Items listed in a dataset:

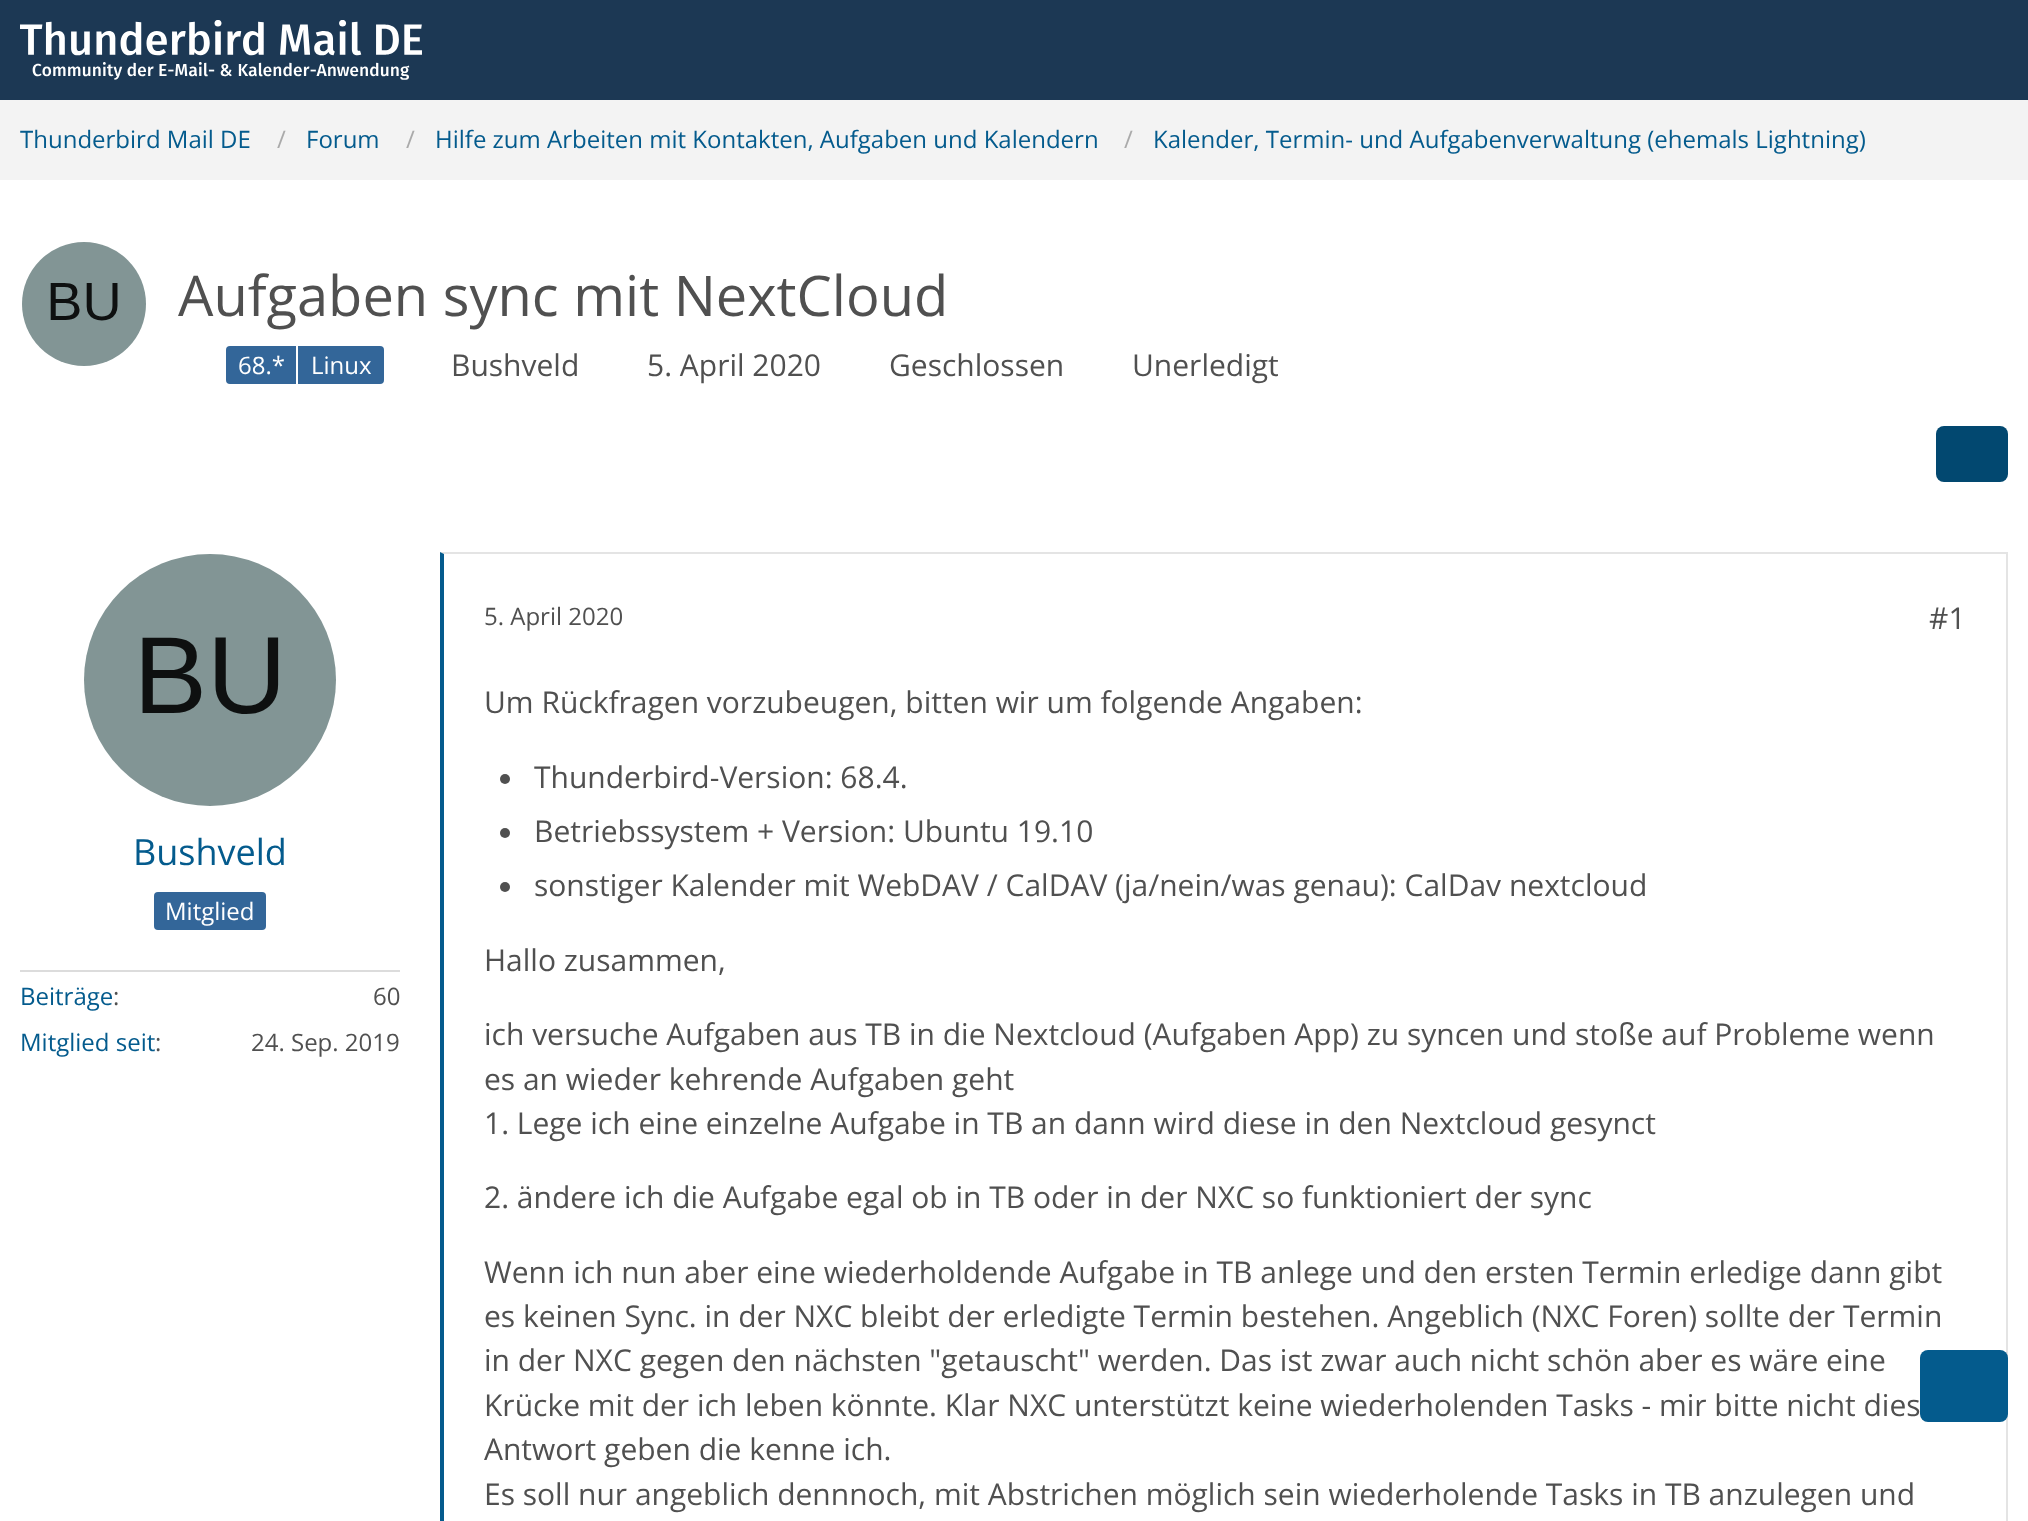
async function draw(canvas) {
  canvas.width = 2028
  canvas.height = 1521
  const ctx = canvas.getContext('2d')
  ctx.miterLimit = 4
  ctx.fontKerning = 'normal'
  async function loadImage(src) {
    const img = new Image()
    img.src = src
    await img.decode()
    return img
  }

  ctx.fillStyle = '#f3f3f3'
  ctx.fillRect(0, 0, 2028, 1521)
  ctx.fillStyle = '#1c3854'
  ctx.fillRect(0, 0, 2028, 100)
  ctx.drawImage(await loadImage('image0.png'), 20, 20, 402, 60)
  ctx.font = '24px Open Sans'
  ctx.fillStyle = '#045b8d'
  ctx.fillText('Thunderbird Mail DE', 20, 148)
  ctx.fillStyle = '#aaa'
  ctx.fillText('/', 277, 148)
  ctx.fillStyle = '#045b8d'
  ctx.fillText('Forum', 306, 148)
  ctx.fillStyle = '#aaa'
  ctx.fillText('/', 406, 148)
  ctx.fillStyle = '#045b8d'
  ctx.fillText('Hilfe zum Arbeiten mit Kontakten, Aufgaben und Kalendern', 435, 148)
  ctx.fillStyle = '#aaa'
  ctx.fillText('/', 1124, 148)
  ctx.fillStyle = '#045b8d'
  ctx.fillText('Kalender, Termin- und Aufgabenverwaltung (ehemals Lightning)', 1153, 148)
  ctx.fillStyle = '#fff'
  ctx.fillRect(0, 180, 2028, 1341)
  ctx.drawImage(await loadImage('image1.png'), 22, 242, 124, 124)
  ctx.font = '56px Open Sans'
  ctx.fillStyle = '#505050'
  ctx.fillText('Aufgaben sync mit NextCloud', 178, 316)
  ctx.fillStyle = '#369'
  ctx.beginPath()
  ctx.roundRect(226, 346, 70, 38, [4, 0, 0, 4])
  ctx.fill()
  ctx.font = '24px Open Sans'
  ctx.fillStyle = '#fff'
  ctx.fillText('68.*', 238, 374)
  ctx.fillStyle = '#369'
  ctx.beginPath()
  ctx.roundRect(298, 346, 86, 38, [0, 4, 4, 0])
  ctx.fill()
  ctx.fillStyle = '#fff'
  ctx.fillText('Linux', 311, 374)
  ctx.font = '30px Open Sans'
  ctx.fillStyle = '#505050'
  ctx.fillText('Bushveld', 451, 376)
  ctx.fillText('5. April 2020', 647, 376)
  ctx.fillText('Geschlossen', 889, 376)
  ctx.fillText('Unerledigt', 1132, 376)
  ctx.fillStyle = '#024870'
  ctx.beginPath()
  ctx.roundRect(1936, 426, 72, 56, 8)
  ctx.fill()
  ctx.drawImage(await loadImage('image2.png'), 84, 554, 252, 252)
  ctx.font = '36px Open Sans'
  ctx.fillStyle = '#045b8d'
  ctx.fillText('Bushveld', 133, 865)
  ctx.fillStyle = '#369'
  ctx.beginPath()
  ctx.roundRect(154, 892, 112, 38, 4)
  ctx.fill()
  ctx.font = '24px Open Sans'
  ctx.fillStyle = '#fff'
  ctx.fillText('Mitglied', 165, 920)
  ctx.fillStyle = '#dcdcdc'
  ctx.fillRect(20, 970, 380, 2)
  ctx.fillStyle = '#045b8d'
  ctx.fillText('Beiträge', 20, 1005)
  ctx.fillStyle = '#505050'
  ctx.fillText(':', 113, 1005)
  ctx.fillText('60', 373, 1005)
  ctx.fillStyle = '#045b8d'
  ctx.fillText('Mitglied seit', 20, 1051)
  ctx.fillStyle = '#505050'
  ctx.fillText(':', 155, 1051)
  ctx.fillText('24. Sep. 2019', 251, 1051)
  ctx.fillStyle = '#e4e4e4'
  ctx.beginPath()
  ctx.moveTo(440, 552)
  ctx.lineTo(2008, 552)
  ctx.lineTo(2006, 554)
  ctx.lineTo(444, 554)
  ctx.closePath()
  ctx.fill()
  ctx.fillRect(2006, 552, 2, 969)
  ctx.fillStyle = '#045b8d'
  ctx.beginPath()
  ctx.moveTo(440, 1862)
  ctx.lineTo(440, 552)
  ctx.lineTo(444, 554)
  ctx.lineTo(444, 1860)
  ctx.closePath()
  ctx.fill()
  ctx.fillStyle = '#505050'
  ctx.fillText('5. April 2020', 484, 625)
  ctx.font = '30px Open Sans'
  ctx.fillText('#1', 1929, 629)
  ctx.fillText('Um Rückfragen vorzubeugen, bitten wir um folgende Angaben:', 484, 713)
  ctx.beginPath()
  ctx.arc(505, 779, 5, 0, 2 * Math.PI)
  ctx.fill()
  ctx.fillText('Thunderbird-Version: 68.4.', 534, 788)
  ctx.beginPath()
  ctx.arc(505, 833, 5, 0, 2 * Math.PI)
  ctx.fill()
  ctx.fillText('Betriebssystem + Version: Ubuntu 19.10', 534, 842)
  ctx.beginPath()
  ctx.arc(505, 887, 5, 0, 2 * Math.PI)
  ctx.fill()
  ctx.fillText('sonstiger Kalender mit WebDAV / CalDAV (ja/nein/was genau): CalDav nextcloud', 534, 896)
  ctx.fillText('Hallo zusammen,', 484, 971)
  ctx.fillText('ich versuche Aufgaben aus TB in die Nextcloud (Aufgaben App) zu syncen und stoße auf Probleme wenn', 484, 1045)
  ctx.fillText('es an wieder kehrende Aufgaben geht', 484, 1090)
  ctx.fillText('1. Lege ich eine einzelne Aufgabe in TB an dann wird diese in den Nextcloud gesynct', 484, 1134)
  ctx.fillText('2. ändere ich die Aufgabe egal ob in TB oder in der NXC so funktioniert der sync', 484, 1208)
  ctx.fillText('Wenn ich nun aber eine wiederholdende Aufgabe in TB anlege und den ersten Termin erledige dann gibt', 484, 1283)
  ctx.fillText('es keinen Sync. in der NXC bleibt der erledigte Termin bestehen. Angeblich (NXC Foren) sollte der Termin', 484, 1327)
  ctx.fillText('in der NXC gegen den nächsten "getauscht" werden. Das ist zwar auch nicht schön aber es wäre eine', 484, 1371)
  ctx.fillText('Krücke mit der ich leben könnte. Klar NXC unterstützt keine wiederholenden Tasks - mir bitte nicht dies', 484, 1416)
  ctx.fillText('Antwort geben die kenne ich.', 484, 1460)
  ctx.fillText('Es soll nur angeblich dennnoch, mit Abstrichen möglich sein wiederholende Tasks in TB anzulegen und', 484, 1505)
  ctx.fillStyle = '#045b8d'
  ctx.beginPath()
  ctx.roundRect(1920, 1350, 88, 72, 8)
  ctx.fill()
}

draw(document.querySelector('canvas'))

**Your assignment:**
Taking the entries above, write out exactly each line from the one holding "ctx.fillText('#1', 1929, 629)" to the one holding "ctx.fillText('Wenn ich nun", both included, and stop there.

**Response:**
  ctx.fillText('#1', 1929, 629)
  ctx.fillText('Um Rückfragen vorzubeugen, bitten wir um folgende Angaben:', 484, 713)
  ctx.beginPath()
  ctx.arc(505, 779, 5, 0, 2 * Math.PI)
  ctx.fill()
  ctx.fillText('Thunderbird-Version: 68.4.', 534, 788)
  ctx.beginPath()
  ctx.arc(505, 833, 5, 0, 2 * Math.PI)
  ctx.fill()
  ctx.fillText('Betriebssystem + Version: Ubuntu 19.10', 534, 842)
  ctx.beginPath()
  ctx.arc(505, 887, 5, 0, 2 * Math.PI)
  ctx.fill()
  ctx.fillText('sonstiger Kalender mit WebDAV / CalDAV (ja/nein/was genau): CalDav nextcloud', 534, 896)
  ctx.fillText('Hallo zusammen,', 484, 971)
  ctx.fillText('ich versuche Aufgaben aus TB in die Nextcloud (Aufgaben App) zu syncen und stoße auf Probleme wenn', 484, 1045)
  ctx.fillText('es an wieder kehrende Aufgaben geht', 484, 1090)
  ctx.fillText('1. Lege ich eine einzelne Aufgabe in TB an dann wird diese in den Nextcloud gesynct', 484, 1134)
  ctx.fillText('2. ändere ich die Aufgabe egal ob in TB oder in der NXC so funktioniert der sync', 484, 1208)
  ctx.fillText('Wenn ich nun aber eine wiederholdende Aufgabe in TB anlege und den ersten Termin erledige dann gibt', 484, 1283)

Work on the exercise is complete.